Roma non crea eroi. Li spezza, e sceglie chi resta in piedi.
L’apertura di una cassa. Un diario consunto, letto alla luce tremolante di una lanterna.
Tra quelle pagine, gli attimi diventano anni e la memoria riporta a galla una delle stagioni più oscure di Roma: la guerra civile che, nell’80 a.C., insanguina la Repubblica e la spinge a combattere contro se stessa.
Caio Emilio Rufo è una giovane recluta arruolata nelle coorti di Lucio Cornelio Silla. Non è ancora il soldato che la Storia ricorderà. È un ragazzo inesperto, fragile, disilluso, trascinato in un conflitto che non comprende fino in fondo. Il suo nome non è nuovo: lo abbiamo già incontrato come uomo temprato e inflessibile. Qui lo scopriamo prima della corazza, prima delle certezze, prima delle cicatrici.
Dalle montagne innevate dei Pirenei alle battaglie navali al largo delle coste africane, Emilio viene addestrato a combattere uno dei più pericolosi nemici di Roma: Quinto Sertorio, generale geniale e carismatico, erede ideale di Gaio Mario.

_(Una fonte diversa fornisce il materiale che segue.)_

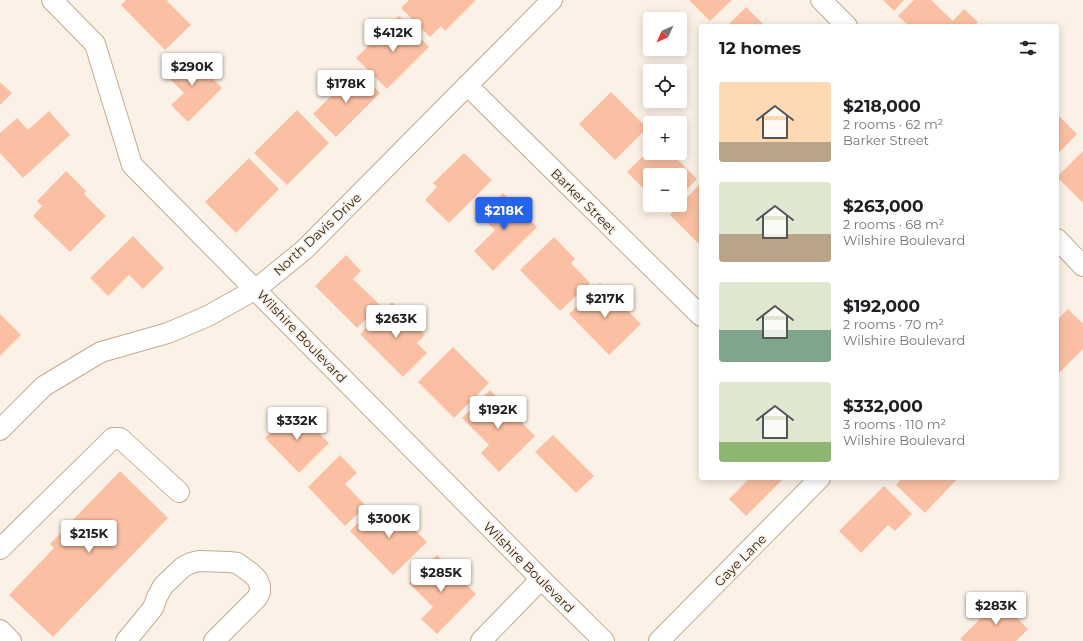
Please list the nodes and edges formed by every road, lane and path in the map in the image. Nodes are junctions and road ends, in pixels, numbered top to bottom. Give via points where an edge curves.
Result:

In Hispania, terra aspra e ribelle, Emilio affronta la guerra nella sua forma più crudele: scorte estenuanti, agguati, tradimenti, assassinii. Subisce l’arroganza dei superiori, riconosce il valore del nemico, impara a obbedire, a resistere, a perdere.
Ama, combatte, sopravvive, e perde tutto.
Quando ogni speranza sembra svanita, Caio Emilio attraversa il mare e giunge nei roventi deserti della Mauritania. Sporco di polvere e sudore, bruciato dal sole, affamato e solo, incontra finalmente il nemico che era stato addestrato a odiare. È lì, al limite estremo della sopportazione umana, che il suo cammino trova finalmente un significato.
Come il fuoco modella il ferro, la guerra lo trasforma. E da quelle ceneri nasce il soldato destinato a entrare tra le file degli immortali.
Centurio è il racconto della nascita di un uomo in un mondo che non fa sconti. Un romanzo di formazione militare, umano e spietato, dove la guerra civile non crea vincitori, ma forgia ciò che resta di chi sopravvive.